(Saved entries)
● ● ● ● ●
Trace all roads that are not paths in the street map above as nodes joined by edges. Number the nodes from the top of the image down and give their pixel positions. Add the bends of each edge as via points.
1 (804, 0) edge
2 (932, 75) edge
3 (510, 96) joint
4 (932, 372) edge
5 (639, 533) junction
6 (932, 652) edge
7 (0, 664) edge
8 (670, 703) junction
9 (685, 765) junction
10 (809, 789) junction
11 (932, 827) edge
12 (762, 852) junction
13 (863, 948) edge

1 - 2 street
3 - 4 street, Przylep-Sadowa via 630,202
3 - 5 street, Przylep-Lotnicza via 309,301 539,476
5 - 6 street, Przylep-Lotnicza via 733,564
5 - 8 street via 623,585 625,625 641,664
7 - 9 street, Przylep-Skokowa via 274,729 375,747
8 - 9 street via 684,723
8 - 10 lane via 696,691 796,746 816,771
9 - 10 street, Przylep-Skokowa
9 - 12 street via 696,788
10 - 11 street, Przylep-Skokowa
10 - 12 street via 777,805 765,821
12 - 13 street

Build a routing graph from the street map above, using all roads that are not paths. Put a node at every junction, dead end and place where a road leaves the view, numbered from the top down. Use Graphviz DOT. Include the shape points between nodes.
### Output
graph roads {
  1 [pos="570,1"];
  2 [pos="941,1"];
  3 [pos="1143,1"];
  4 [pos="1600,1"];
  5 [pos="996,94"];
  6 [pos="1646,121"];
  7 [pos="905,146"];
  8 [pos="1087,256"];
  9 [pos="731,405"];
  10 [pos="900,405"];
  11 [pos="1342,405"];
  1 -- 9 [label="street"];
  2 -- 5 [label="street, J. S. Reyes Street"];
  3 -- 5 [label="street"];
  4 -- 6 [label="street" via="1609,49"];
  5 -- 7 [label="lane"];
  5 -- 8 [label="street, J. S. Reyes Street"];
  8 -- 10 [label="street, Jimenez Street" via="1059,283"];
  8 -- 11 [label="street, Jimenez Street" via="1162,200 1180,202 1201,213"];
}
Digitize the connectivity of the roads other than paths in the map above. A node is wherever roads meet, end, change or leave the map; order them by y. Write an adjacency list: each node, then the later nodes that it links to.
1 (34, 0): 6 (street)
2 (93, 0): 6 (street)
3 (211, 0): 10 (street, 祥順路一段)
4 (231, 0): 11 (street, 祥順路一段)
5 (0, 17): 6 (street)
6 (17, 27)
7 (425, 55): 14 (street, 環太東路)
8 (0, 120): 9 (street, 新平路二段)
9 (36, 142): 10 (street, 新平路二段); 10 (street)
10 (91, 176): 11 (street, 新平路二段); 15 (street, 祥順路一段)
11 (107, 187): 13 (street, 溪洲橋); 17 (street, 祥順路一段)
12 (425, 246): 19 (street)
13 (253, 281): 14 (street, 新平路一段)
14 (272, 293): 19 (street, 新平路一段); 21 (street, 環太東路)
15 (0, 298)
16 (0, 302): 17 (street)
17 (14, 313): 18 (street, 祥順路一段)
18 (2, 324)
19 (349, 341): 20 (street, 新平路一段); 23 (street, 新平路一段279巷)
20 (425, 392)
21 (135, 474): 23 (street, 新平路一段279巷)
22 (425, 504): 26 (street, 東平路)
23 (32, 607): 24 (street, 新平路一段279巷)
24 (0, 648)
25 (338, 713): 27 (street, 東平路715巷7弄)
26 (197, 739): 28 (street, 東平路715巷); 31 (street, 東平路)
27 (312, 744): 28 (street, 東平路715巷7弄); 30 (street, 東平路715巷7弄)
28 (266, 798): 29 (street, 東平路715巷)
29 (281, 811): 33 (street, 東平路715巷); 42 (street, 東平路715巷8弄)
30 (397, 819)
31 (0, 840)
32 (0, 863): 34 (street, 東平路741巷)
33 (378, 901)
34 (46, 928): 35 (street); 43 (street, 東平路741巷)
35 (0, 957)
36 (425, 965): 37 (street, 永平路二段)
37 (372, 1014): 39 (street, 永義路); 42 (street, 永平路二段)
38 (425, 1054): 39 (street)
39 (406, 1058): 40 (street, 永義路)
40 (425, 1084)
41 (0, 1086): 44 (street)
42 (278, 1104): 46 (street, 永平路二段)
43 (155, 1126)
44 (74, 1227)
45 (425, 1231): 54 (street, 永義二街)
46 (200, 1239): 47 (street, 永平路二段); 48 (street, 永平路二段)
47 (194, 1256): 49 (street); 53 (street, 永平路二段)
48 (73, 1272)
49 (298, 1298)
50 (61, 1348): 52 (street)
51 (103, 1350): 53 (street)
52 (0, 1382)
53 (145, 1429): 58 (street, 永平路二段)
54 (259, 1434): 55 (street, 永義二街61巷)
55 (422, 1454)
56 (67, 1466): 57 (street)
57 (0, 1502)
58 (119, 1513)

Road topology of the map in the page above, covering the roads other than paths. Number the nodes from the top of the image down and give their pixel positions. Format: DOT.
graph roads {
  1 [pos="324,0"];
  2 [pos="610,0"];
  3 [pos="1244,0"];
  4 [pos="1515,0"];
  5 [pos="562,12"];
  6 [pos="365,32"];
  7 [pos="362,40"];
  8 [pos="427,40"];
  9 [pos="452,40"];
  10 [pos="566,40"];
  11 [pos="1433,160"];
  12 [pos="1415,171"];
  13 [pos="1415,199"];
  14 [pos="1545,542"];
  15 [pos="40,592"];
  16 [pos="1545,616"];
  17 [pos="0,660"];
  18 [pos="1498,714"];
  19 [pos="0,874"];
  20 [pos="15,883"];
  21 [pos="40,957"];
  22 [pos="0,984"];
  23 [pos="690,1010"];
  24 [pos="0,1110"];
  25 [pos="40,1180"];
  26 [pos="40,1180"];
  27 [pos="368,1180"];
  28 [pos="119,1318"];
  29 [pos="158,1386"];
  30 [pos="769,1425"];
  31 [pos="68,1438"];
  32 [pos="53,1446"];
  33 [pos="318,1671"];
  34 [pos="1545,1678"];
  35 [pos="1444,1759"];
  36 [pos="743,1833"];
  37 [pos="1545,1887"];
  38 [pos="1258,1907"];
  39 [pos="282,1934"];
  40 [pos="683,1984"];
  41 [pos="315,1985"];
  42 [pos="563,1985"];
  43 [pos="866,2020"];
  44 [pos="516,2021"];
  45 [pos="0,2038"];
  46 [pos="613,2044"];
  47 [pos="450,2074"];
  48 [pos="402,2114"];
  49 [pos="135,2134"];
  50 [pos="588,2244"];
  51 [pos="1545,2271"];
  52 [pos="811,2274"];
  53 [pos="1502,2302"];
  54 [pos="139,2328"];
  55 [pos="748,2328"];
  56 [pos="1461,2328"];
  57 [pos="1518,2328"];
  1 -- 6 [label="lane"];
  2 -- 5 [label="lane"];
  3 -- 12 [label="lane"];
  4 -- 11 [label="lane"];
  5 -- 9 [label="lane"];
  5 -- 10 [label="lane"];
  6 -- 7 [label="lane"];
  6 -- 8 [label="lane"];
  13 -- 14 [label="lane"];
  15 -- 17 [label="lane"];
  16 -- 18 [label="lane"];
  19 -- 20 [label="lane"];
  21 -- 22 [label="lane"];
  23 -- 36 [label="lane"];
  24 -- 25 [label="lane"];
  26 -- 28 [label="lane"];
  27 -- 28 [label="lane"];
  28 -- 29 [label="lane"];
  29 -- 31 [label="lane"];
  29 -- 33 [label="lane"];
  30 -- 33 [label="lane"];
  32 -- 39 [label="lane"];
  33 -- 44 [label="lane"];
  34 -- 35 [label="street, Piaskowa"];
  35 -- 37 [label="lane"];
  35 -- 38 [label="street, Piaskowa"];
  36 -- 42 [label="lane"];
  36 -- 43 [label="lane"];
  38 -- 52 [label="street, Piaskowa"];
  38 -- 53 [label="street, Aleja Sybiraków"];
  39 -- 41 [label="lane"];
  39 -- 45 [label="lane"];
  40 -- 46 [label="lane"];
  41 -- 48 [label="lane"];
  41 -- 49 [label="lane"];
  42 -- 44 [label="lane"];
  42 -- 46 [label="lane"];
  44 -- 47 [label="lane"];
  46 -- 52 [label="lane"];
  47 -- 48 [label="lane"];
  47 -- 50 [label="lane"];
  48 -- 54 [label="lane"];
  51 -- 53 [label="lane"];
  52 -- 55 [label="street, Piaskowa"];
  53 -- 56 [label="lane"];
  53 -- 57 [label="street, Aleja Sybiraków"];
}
● ● ● ● ●
DIRECTIONS: Copy each line of the records that has "Lotnicza" in it.

WRITTEN ANSWER:
3 - 5 street, Przylep-Lotnicza via 309,301 539,476
5 - 6 street, Przylep-Lotnicza via 733,564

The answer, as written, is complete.